### WHAT YOU WILL DO
Copy out every line of the data exactly; do not include the images.

### SOURCE RECORDS

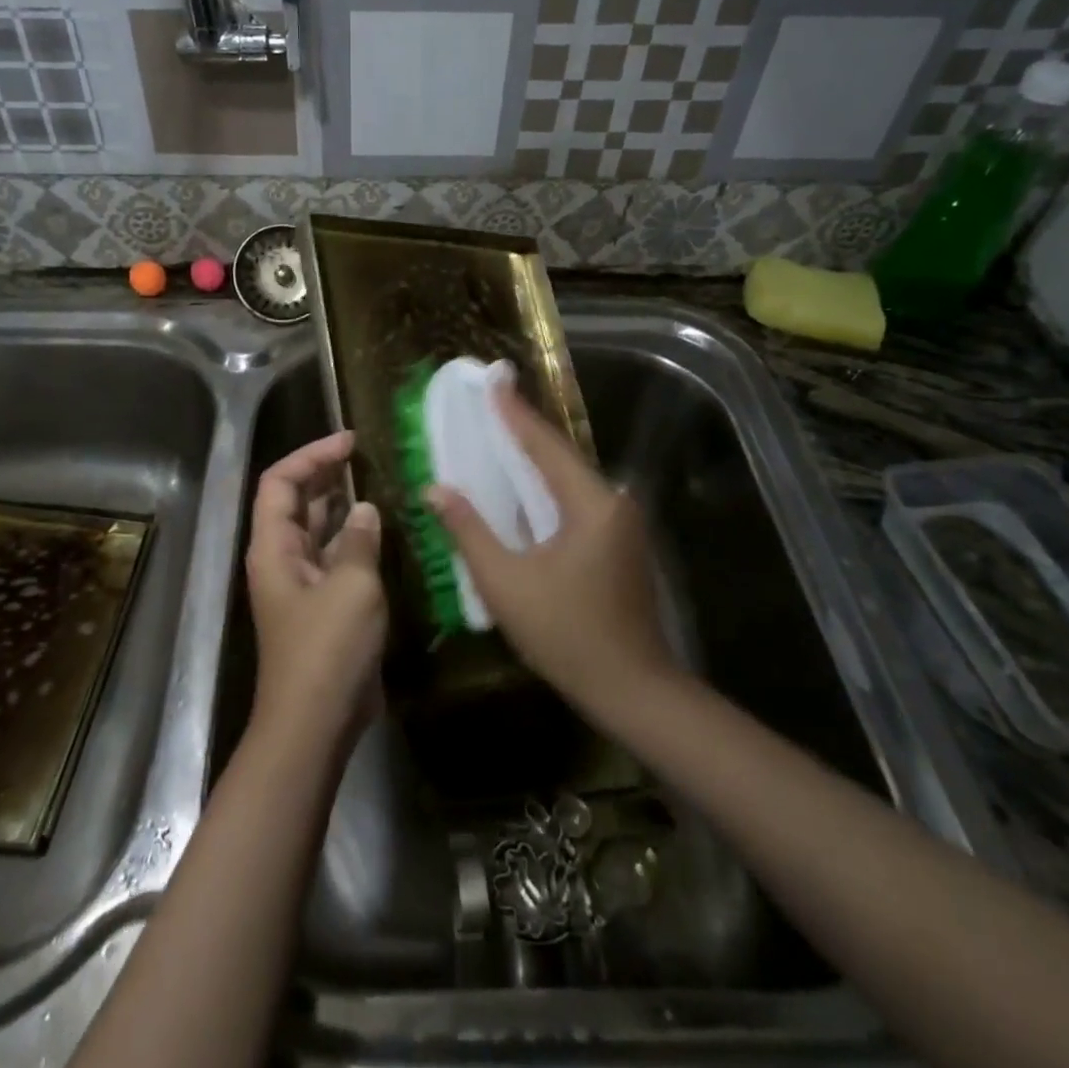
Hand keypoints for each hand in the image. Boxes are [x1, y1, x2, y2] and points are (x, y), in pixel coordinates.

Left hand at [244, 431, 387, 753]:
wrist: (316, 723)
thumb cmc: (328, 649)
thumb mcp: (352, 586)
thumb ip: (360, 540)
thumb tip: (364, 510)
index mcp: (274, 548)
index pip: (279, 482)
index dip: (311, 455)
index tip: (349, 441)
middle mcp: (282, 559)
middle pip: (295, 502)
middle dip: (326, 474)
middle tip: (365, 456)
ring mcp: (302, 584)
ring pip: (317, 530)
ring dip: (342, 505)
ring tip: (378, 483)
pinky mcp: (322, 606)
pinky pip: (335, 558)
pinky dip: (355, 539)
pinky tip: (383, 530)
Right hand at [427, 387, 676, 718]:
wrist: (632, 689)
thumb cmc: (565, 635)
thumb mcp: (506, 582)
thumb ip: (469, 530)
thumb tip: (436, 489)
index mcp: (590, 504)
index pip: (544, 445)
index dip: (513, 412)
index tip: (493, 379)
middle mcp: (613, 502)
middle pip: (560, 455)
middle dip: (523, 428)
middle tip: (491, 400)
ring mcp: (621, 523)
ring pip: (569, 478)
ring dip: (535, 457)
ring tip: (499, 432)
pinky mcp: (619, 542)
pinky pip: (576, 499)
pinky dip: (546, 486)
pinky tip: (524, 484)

### ANSWER BOX
Hand keypoints for each hand in the image. Boxes are [x1, y1, x2, y2] and points are (x, y), in pixel coordinates.

Left hand at [244, 431, 387, 753]:
wrist: (316, 723)
thumb cmc: (328, 649)
thumb mcp: (352, 586)
thumb ip: (360, 540)
thumb tip: (364, 510)
index mcp: (274, 548)
index pip: (279, 482)
index dip: (311, 455)
index tip: (349, 441)
middle mcp: (282, 559)
middle pip: (295, 502)
middle dip: (326, 474)
middle tip: (365, 456)
ring mcp: (302, 584)
ring pip: (317, 530)
ring dip: (342, 505)
ring tip: (378, 483)
pinky mcp: (322, 606)
pinky pip: (335, 558)
pinky dip: (355, 539)
pinky tip: (383, 530)
Right hand at [427, 387, 676, 718]:
wrist: (632, 689)
thumb cmc: (565, 635)
thumb mcp: (506, 582)
thumb ip: (469, 530)
thumb tip: (436, 489)
index mcp: (590, 504)
index pip: (544, 445)
index dip: (513, 412)
index tip: (493, 379)
middle mcp: (613, 502)
middle pip: (560, 455)
middle dip: (523, 428)
middle tip: (491, 400)
ring mcp: (621, 523)
ring pip: (569, 478)
ring dip: (535, 457)
ring tip: (499, 432)
pinky mcp: (619, 542)
pinky pip: (576, 499)
pinky dip: (546, 486)
pinky tip: (524, 484)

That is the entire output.